Perennial root systems consist of large scaffolding in orchards, as well dynamic parts of root systems, which are very fine.

“Roots change a lot in response to changes in your environment,” Volder said. “Fluctuations in moisture and nutrient availability will strongly affect where you will find roots that are going to be growing and where they’re being produced.”

What happens when those factors change the amount of carbon that comes from the shoot? By pruning a plant, what happens to those fine roots in terms of growth dynamics?

“The big thing when you are establishing and thinking about the long-term health of your orchard is you want a nice, long structural root system,” she said. “Sometimes things go really wrong with that, particularly at planting. If you’re not careful and you are placing your tree too flat and you’re pushing those roots together you can get massive problems already in the structure of the root system.”

Sometimes growers stake the trees too tight when planting.

“You should actually allow space for the trees to move to get good structural root development,” she said.

Volder mentioned heading or pruning those trees at planting, which is a practice in California.

“The idea is you usually need to put the shoot and root in balance. In (pruning or heading) you’re going to change the amount of carbon that goes to the root system,” she said.

Data from a comparison of trees that were staked and those that were allowed to move showed that many more roots are formed when trees can move.

“This is one of the reasons you should stake your trees very loosely,” Volder said.

“You need to have very wide roots to actually anchor your tree very well. Deep roots are very important because those are going to be the ones that supply your tree with water.”

Volder said a lot of research on trees relies on soil bores.

“If you take vertical soil bores you’re very likely going to miss those few roots that go very deep. When people ask, how deep do tree roots go, we can’t really answer that question because we just don’t know.”

“When you see some of the issues that we saw when we looked really closely at the root systems, some of it is due to planting. In tissue-cultured trees you can see how roots are pooling over each other.”

Researchers continue to explore root structures, including in nursery production, and the impacts of tree pruning and irrigation.

“So far, we’ve found that if you prune the trees, you’re going to reduce the root to shoot ratio,” she said. “You’re going to have less roots.

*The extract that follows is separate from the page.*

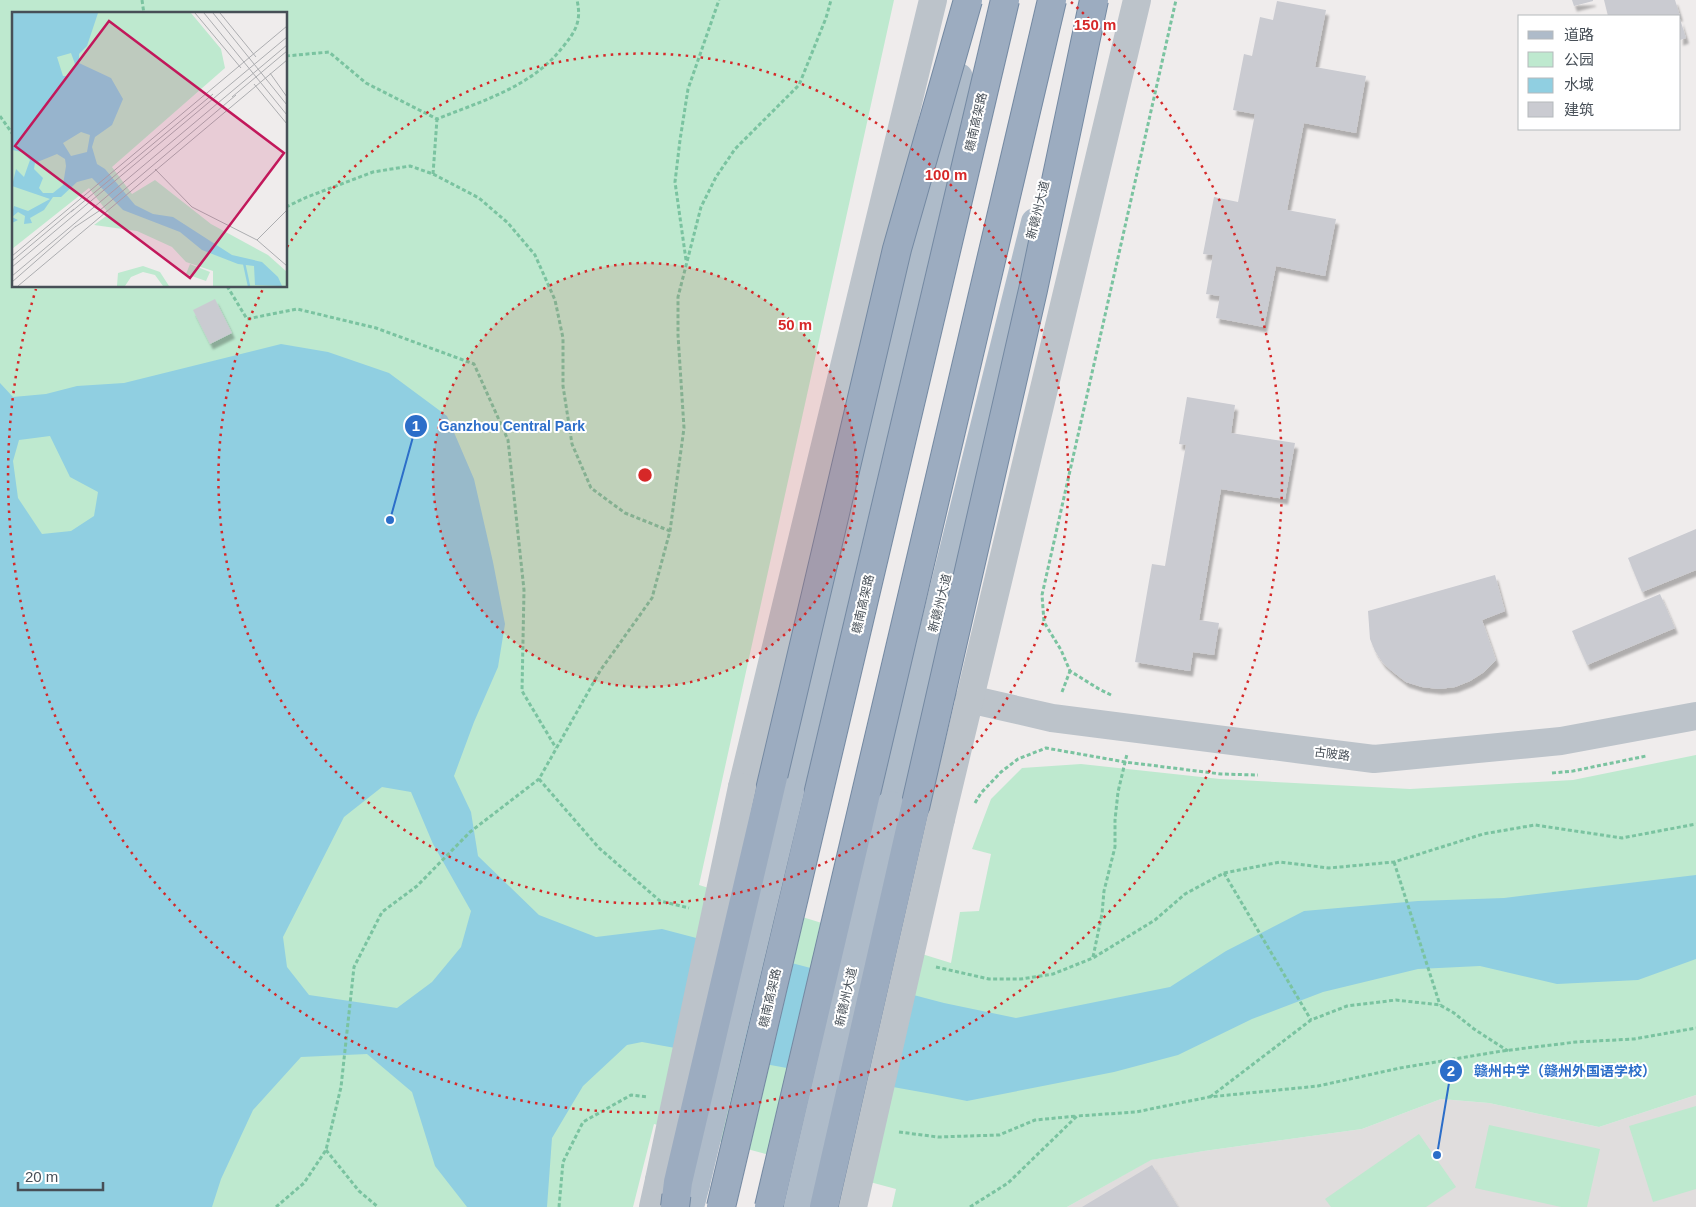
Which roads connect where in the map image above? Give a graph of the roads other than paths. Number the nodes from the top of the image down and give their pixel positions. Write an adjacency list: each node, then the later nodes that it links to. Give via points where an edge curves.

Whatever you do above ground is going to affect what happens below ground, and also later on with the interactions with the soil. The soil health is actually going to affect how much carbon interacts with the soil microbes.”

Roots also stay “a lot more shallow if you do frequent pruning. You’re going to change the root distribution.”

Volder said researchers also reduced irrigation in this experiment, “but reducing irrigation has much less effect on the root system than actually doing the pruning. We saw more negative effects from pruning on root mass. In California, that could be a major problem because we actually need the roots going very deep to access more water resources.

“Those structural roots have to be in place and have to be spread out and around your orchard and explore a lot of soil in order to provide space for fine, absorptive, first-order roots that do most of the hard lifting for water and nutrient uptake.”

Root age also affects the ability to uptake nutrients, Volder said. Roots that are just born have very high uptake of nitrogen.

“Once you get to 10 days, that is much reduced. You need to have flashes of continuous new root growth in order to get the benefits from them.”